Another event one shouldn't let pass by is the play “Go Down, Moses!”, a variation on Old Testament themes written by the metaphysical theater adept Romeo Castellucci. When asked about what was it about the ancient texts that drew his interest, Castellucci replied that it was the fragility of man – the weakness and feebleness of man as opposed to the enigma and power that is God. The Old Testament, says Castellucci, is a book that tells of horrible deeds, but it also tells of extreme humaneness. What is this assignment that has been given to Moses – to take his people to the Promised Land? And how is he supposed to do it? Moses' life journey – begun on the banks of the Nile, and including everything up to the miracle of the burning bush and the incident of the golden calf – is the substance from which this production has been created.
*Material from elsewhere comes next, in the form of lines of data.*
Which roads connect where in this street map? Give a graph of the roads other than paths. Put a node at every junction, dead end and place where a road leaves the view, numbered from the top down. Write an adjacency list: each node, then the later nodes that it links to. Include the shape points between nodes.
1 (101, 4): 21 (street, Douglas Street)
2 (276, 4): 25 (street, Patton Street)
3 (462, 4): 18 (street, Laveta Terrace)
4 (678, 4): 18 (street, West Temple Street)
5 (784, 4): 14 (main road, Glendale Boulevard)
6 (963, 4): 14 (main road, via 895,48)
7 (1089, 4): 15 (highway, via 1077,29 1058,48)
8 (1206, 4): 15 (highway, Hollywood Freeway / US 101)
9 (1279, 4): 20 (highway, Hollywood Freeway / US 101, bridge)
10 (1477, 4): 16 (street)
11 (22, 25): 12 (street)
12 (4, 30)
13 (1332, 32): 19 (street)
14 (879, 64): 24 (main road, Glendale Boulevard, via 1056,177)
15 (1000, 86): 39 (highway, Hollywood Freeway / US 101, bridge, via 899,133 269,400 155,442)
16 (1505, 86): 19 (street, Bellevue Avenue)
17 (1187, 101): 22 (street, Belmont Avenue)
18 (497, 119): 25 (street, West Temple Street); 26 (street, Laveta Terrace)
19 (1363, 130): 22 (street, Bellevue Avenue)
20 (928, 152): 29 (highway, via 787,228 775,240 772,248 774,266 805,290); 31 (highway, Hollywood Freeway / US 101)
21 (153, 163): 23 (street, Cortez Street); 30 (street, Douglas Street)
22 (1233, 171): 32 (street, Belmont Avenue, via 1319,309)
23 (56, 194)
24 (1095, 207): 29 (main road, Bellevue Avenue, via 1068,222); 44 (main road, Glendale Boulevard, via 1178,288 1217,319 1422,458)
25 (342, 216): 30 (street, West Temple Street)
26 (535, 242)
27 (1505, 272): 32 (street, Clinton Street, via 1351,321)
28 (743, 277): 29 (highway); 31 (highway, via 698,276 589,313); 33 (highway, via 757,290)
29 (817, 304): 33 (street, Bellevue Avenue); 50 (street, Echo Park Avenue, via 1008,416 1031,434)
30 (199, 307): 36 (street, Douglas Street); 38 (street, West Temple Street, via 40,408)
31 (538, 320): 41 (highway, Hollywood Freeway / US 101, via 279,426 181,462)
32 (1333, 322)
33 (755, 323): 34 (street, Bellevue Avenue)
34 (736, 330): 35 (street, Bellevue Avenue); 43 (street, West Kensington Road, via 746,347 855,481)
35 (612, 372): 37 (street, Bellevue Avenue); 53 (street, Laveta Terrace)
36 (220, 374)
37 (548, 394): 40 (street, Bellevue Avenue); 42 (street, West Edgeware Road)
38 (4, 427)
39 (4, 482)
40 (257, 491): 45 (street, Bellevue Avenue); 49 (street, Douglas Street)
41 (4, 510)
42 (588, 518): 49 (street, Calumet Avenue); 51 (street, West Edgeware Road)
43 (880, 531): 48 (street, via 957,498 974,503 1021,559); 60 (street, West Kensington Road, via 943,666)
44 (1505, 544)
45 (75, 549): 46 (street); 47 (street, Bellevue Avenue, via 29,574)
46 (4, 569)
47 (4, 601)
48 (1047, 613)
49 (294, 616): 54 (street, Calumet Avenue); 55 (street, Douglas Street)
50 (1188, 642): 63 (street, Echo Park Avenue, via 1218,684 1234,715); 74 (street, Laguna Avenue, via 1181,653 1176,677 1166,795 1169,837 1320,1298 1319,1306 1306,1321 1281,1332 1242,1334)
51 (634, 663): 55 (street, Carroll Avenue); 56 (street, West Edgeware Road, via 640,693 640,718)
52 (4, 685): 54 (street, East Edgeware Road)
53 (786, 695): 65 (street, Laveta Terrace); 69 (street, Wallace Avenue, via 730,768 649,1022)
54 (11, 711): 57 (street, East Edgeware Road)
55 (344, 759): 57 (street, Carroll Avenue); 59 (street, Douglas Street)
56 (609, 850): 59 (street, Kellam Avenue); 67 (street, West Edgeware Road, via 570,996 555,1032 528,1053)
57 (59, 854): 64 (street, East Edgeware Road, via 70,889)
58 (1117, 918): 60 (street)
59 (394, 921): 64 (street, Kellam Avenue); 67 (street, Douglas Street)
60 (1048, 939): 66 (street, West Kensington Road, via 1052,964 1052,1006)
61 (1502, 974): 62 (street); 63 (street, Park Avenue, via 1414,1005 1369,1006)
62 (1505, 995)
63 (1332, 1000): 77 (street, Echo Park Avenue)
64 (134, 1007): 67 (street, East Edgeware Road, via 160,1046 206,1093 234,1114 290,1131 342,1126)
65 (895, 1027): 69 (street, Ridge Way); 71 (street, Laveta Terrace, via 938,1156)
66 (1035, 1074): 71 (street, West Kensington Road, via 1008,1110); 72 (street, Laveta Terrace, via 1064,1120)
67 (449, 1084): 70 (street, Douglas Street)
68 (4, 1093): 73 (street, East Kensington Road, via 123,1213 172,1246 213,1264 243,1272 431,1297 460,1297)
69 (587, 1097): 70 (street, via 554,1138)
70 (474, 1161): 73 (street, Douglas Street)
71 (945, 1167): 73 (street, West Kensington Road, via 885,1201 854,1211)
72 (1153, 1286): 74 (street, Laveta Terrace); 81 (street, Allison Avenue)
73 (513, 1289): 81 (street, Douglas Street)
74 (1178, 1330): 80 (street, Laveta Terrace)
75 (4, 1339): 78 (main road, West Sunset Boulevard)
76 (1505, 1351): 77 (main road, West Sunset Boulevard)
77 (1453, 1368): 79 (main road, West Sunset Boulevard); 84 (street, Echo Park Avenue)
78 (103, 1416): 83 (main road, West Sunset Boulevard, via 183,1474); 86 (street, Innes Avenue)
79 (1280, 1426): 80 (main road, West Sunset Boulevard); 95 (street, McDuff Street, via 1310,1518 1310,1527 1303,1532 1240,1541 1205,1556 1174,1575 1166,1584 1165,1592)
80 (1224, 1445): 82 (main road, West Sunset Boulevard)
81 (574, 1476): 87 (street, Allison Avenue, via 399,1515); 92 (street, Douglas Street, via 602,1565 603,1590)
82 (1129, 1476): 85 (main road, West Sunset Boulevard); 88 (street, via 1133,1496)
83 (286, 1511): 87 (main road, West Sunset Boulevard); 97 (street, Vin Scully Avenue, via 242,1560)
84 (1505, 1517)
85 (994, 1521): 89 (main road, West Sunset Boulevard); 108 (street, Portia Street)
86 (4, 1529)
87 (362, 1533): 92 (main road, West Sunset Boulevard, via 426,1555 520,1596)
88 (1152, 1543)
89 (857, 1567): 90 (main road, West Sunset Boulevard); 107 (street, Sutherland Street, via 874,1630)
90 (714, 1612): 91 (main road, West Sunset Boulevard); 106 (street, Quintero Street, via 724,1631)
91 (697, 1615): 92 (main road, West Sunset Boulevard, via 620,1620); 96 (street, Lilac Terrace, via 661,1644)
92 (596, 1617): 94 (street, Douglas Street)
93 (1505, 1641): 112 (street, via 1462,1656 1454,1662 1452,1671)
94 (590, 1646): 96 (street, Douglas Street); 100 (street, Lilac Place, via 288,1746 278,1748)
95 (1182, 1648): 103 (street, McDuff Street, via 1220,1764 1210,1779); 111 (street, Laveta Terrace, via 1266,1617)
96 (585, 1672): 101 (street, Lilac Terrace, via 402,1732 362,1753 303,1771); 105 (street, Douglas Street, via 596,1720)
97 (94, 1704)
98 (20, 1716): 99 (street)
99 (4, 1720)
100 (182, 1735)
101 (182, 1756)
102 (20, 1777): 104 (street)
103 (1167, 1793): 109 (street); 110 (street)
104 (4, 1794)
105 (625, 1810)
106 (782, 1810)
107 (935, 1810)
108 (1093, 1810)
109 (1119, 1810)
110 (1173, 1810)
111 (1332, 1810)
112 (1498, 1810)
One of the Vienna Festival's frequent guests is the Croatian director Bobo Jelčić. Even though the festival's team of artistic directors has turned over three times already, their interest in Jelčić's works has not diminished. This summer Jelčić is participating with his stage production of Anton Chekov's “The Seagull”, with the play's setting and plot – a discussion about the fragile and quickly diminishing sources of creative ability, and the power of routine – having been transported to modern-day Zagreb.


Lulu. © Petrovsky and Ramone

Holland Festival
May 30 – June 23

The Holland Festival is one of the oldest international theater and opera festivals in Europe, and the power of its allure lies in its exemplary program offerings in the realms of music, theater, the visual arts and opera.

This year the festival will again be delighting the public with an unexpected artistic combination. South Africa's William Kentridge – painter, creator of animated films, frequent participant of both documenta and the Venice Biennale, and in the last few years, also a director of original opera productions – will be presenting his version of one of modern opera's cornerstones, Alban Berg's “Lulu”. Often called the mirror image of “Don Giovanni”, the opera is about the dangerous mystery behind a woman's power of erotic attraction.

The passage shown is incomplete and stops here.